プロジェクト期間は3〜6カ月程度が一般的ですが、ビジネスデューデリジェンスのように2週間〜1カ月程度で進む短期案件もあります。短期間で論点を絞り、必要な情報を集め、経営判断に使える形にまとめるスピード感は、戦略コンサルならではの特徴です。
実行支援まで踏み込む潮流
かつての戦略コンサルは、戦略レポートを提示してプロジェクトを終えるケースが少なくありませんでした。しかし現在は、戦略を作るだけでなく、実行まで伴走する案件が増えています。地図を渡して終わりではなく、実際に目的地へ向かう道中まで支援するイメージです。

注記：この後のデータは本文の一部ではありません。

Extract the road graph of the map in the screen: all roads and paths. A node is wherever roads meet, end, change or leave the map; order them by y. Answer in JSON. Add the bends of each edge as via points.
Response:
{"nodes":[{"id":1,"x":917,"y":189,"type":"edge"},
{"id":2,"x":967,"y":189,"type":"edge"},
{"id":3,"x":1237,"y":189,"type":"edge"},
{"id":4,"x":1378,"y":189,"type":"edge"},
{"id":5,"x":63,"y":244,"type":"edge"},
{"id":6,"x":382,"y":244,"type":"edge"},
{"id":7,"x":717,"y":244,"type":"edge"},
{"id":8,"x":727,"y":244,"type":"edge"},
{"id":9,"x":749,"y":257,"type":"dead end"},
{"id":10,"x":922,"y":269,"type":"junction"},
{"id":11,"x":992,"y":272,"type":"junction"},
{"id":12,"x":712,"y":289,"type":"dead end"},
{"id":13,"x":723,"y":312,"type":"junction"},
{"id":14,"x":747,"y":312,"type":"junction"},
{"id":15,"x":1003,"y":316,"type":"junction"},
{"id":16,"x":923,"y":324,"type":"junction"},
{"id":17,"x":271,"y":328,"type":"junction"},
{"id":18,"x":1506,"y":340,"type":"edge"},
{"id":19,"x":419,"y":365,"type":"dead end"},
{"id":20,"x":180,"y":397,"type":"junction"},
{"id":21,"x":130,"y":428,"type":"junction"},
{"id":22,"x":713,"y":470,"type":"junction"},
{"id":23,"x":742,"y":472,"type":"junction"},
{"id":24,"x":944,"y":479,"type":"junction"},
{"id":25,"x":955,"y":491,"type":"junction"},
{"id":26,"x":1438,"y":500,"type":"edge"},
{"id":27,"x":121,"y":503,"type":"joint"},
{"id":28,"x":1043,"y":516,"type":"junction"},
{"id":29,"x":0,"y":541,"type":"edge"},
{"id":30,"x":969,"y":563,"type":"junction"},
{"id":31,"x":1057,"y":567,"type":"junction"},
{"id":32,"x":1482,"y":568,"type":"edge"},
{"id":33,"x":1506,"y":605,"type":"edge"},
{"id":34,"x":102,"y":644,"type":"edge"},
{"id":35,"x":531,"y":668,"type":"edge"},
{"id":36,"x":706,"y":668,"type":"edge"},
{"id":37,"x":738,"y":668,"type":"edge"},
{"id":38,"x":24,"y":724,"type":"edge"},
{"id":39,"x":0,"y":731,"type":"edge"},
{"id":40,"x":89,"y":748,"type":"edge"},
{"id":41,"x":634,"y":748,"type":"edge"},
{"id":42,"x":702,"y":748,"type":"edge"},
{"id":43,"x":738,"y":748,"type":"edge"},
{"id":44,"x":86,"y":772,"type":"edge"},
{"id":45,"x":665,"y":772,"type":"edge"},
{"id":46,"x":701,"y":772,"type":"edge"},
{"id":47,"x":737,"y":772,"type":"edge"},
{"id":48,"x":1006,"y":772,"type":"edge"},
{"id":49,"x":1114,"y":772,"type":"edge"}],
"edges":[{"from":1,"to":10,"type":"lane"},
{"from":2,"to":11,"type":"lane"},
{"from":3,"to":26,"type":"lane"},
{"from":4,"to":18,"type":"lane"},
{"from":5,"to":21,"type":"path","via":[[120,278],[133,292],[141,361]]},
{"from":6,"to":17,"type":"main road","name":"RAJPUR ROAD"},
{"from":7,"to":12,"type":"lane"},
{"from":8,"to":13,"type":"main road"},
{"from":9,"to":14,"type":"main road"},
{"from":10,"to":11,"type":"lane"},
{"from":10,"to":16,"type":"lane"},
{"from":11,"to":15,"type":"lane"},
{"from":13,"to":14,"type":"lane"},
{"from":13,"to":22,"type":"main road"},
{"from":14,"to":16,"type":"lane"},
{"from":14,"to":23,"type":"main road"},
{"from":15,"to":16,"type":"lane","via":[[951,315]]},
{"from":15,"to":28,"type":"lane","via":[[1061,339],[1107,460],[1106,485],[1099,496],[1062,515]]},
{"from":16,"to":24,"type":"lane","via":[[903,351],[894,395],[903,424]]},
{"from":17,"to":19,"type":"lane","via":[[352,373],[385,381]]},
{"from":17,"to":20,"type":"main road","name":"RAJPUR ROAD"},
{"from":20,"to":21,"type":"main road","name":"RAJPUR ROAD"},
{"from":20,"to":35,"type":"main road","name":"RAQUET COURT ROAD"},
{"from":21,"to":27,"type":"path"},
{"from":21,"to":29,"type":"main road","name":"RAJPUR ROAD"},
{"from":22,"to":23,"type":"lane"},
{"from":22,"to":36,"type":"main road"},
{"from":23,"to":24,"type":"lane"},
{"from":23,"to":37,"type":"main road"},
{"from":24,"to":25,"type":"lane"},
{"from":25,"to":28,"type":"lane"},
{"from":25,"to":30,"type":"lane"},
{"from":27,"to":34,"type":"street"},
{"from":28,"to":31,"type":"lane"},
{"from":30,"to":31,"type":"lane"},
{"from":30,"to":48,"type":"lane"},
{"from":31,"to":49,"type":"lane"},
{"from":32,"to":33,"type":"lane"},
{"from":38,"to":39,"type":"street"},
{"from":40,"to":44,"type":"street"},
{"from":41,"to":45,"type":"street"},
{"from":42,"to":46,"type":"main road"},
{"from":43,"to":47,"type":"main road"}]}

背景には、戦略を描いても現場に落ちず、成果につながらないケースがあることがあります。また、フレームワークや分析手法そのものは広く知られるようになっており、コンサルタントには「きれいな答えを作る力」だけでなく、組織を動かし、成果につなげる力が求められています。
まとめ
戦略系コンサルティングファームは、企業の経営課題に対して、進むべき方向と具体的な選択肢を整理する仕事です。全社戦略、事業戦略、M&A、新規事業、トランザクション支援など、扱うテーマは経営の重要意思決定に直結します。
- ・経営の重要意思決定に直結する高付加価値な助言・戦略策定を担う
- ・全社/事業/機能/トランザクションまで多様なテーマに対応する
- ・短〜中期のプロジェクトを中心に、近年は実行支援まで踏み込む案件が増えている
戦略コンサルタントを目指す方は、フレームワークの知識だけでなく、定量分析、仮説検証、資料作成、クライアントとの議論、そして実行まで見据えた設計力を磨くことが重要です。あなたのこれまでの経験も、見せ方を変えれば戦略コンサルで評価される強みに変えられる可能性があります。
よくある質問(FAQ)
未経験でも戦略コンサルタントに転職できますか?
未経験からの転職は可能です。ただし、論理的思考力、定量分析力、資料作成力、ビジネス理解、短期間で学ぶ力などが見られます。事業会社での企画、M&A、経営管理、マーケティング、IT・データ分析、金融、研究開発などの経験は、伝え方次第で評価対象になります。
戦略系コンサルと総合系コンサルの違いは何ですか?
戦略系コンサルは、経営戦略や事業戦略など、上流の意思決定支援を中心に扱う傾向があります。総合系コンサルは、戦略に加えて業務改革、IT導入、システム実装、運用支援まで幅広く扱うことが多いです。ただし近年は、戦略系ファームも実行支援に踏み込むケースが増えており、領域の境界は以前よりも重なっています。
ケース面接では何を準備すればよいですか?
まずは、問題を分解する力、仮説を置く力、数字で考える力、結論から説明する力を鍛えることが重要です。フレームワークを暗記するだけではなく、なぜその切り口で考えるのかを説明できるようにしておくと、面接での議論が進めやすくなります。
戦略コンサルのプロジェクト期間はどのくらいですか?
一般的には3〜6カ月程度の案件が多いですが、ビジネスデューデリジェンスのように2週間〜1カ月程度で進む短期案件もあります。テーマやクライアントの意思決定スピード、必要な調査範囲によって期間は変わります。